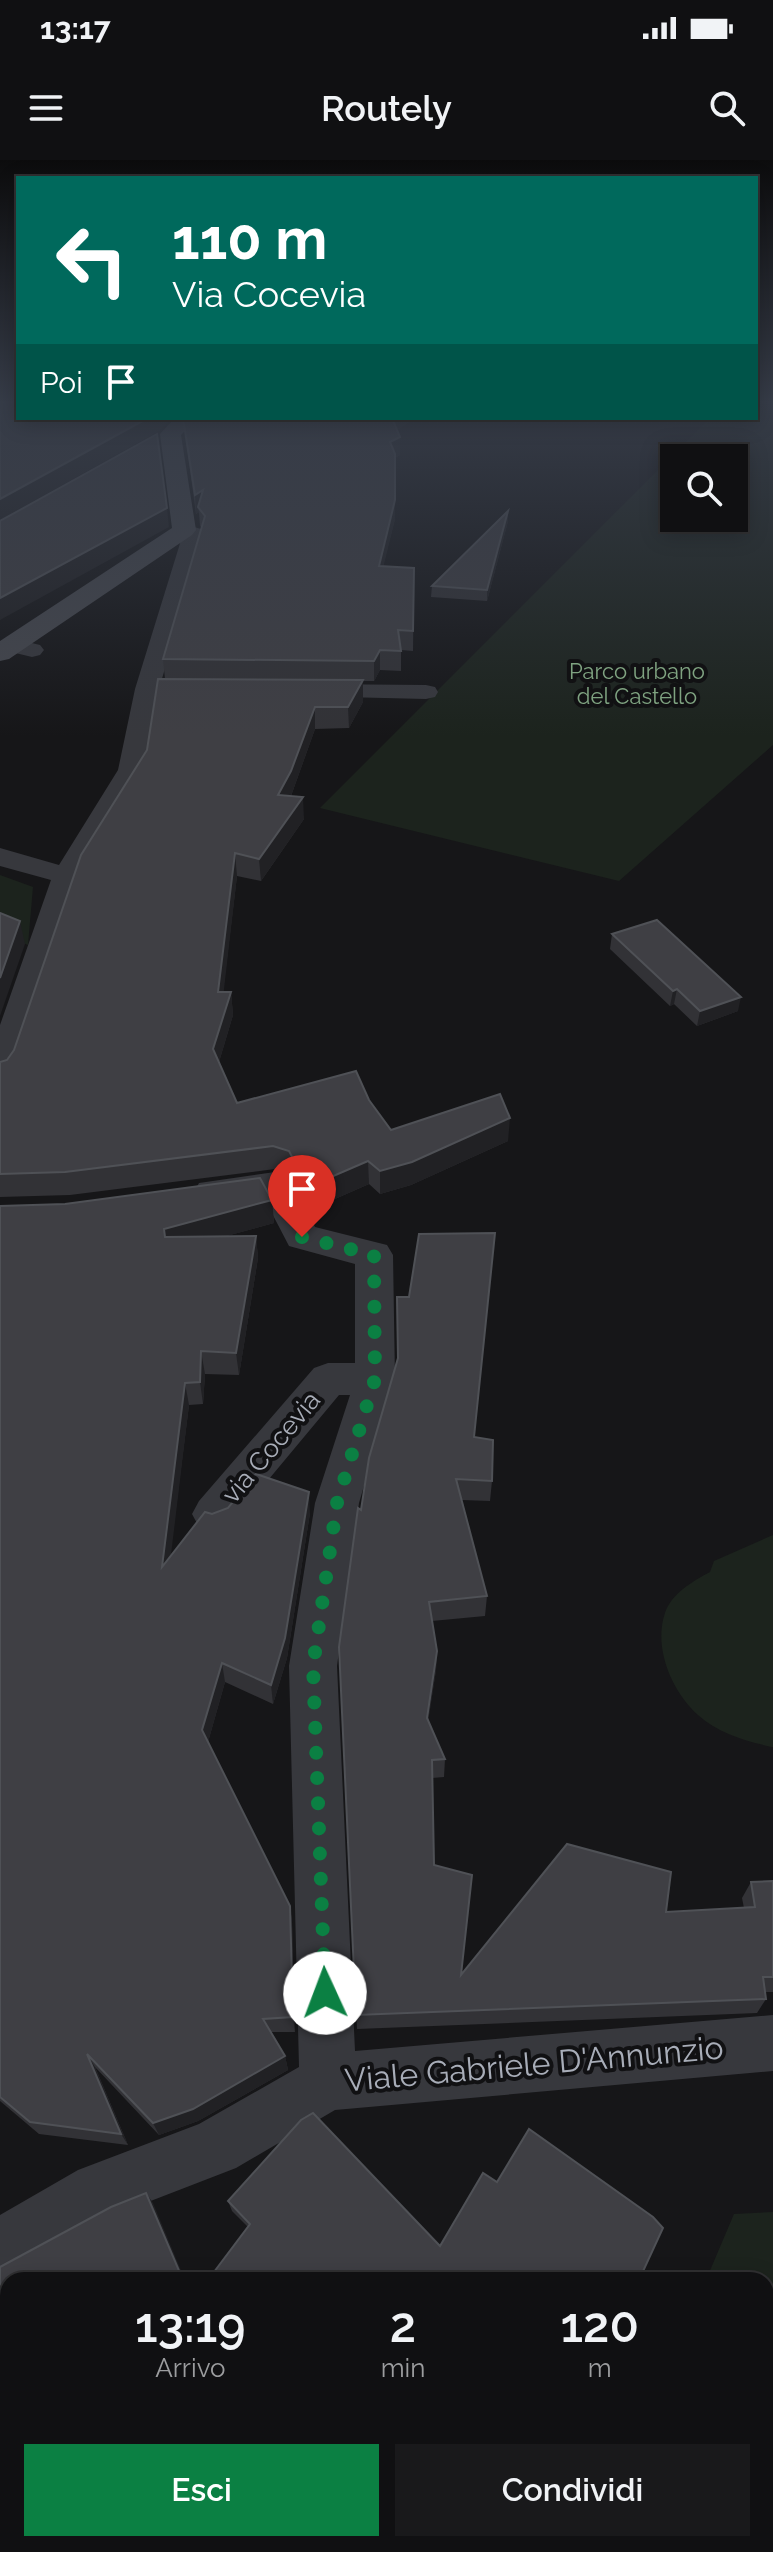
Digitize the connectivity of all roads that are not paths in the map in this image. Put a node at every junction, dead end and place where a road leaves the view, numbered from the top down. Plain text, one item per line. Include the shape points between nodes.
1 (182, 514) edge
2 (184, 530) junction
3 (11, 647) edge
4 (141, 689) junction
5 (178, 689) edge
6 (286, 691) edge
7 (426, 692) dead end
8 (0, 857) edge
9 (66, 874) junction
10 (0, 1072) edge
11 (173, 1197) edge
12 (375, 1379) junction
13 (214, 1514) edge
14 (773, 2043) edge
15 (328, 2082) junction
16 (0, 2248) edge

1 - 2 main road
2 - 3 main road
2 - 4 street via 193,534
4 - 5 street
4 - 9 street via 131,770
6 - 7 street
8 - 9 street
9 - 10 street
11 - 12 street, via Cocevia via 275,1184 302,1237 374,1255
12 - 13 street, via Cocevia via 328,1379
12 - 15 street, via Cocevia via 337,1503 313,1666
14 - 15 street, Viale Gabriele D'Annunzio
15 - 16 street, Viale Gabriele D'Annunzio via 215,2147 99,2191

**WHAT YOU NEED TO DO:** What is needed is the full material, retyped unchanged, with no pictures in it.

**RESULT OF THIS EXERCISE:**
Digitize the connectivity of all roads that are not paths in the map in this image. Put a node at every junction, dead end and place where a road leaves the view, numbered from the top down. Plain text, one item per line. Include the shape points between nodes.
1 (182, 514) edge
2 (184, 530) junction
3 (11, 647) edge
4 (141, 689) junction
5 (178, 689) edge
6 (286, 691) edge
7 (426, 692) dead end
8 (0, 857) edge
9 (66, 874) junction
10 (0, 1072) edge
11 (173, 1197) edge
12 (375, 1379) junction
13 (214, 1514) edge
14 (773, 2043) edge
15 (328, 2082) junction
16 (0, 2248) edge

1 - 2 main road
2 - 3 main road
2 - 4 street via 193,534
4 - 5 street
4 - 9 street via 131,770
6 - 7 street
8 - 9 street
9 - 10 street
11 - 12 street, via Cocevia via 275,1184 302,1237 374,1255
12 - 13 street, via Cocevia via 328,1379
12 - 15 street, via Cocevia via 337,1503 313,1666
14 - 15 street, Viale Gabriele D'Annunzio
15 - 16 street, Viale Gabriele D'Annunzio via 215,2147 99,2191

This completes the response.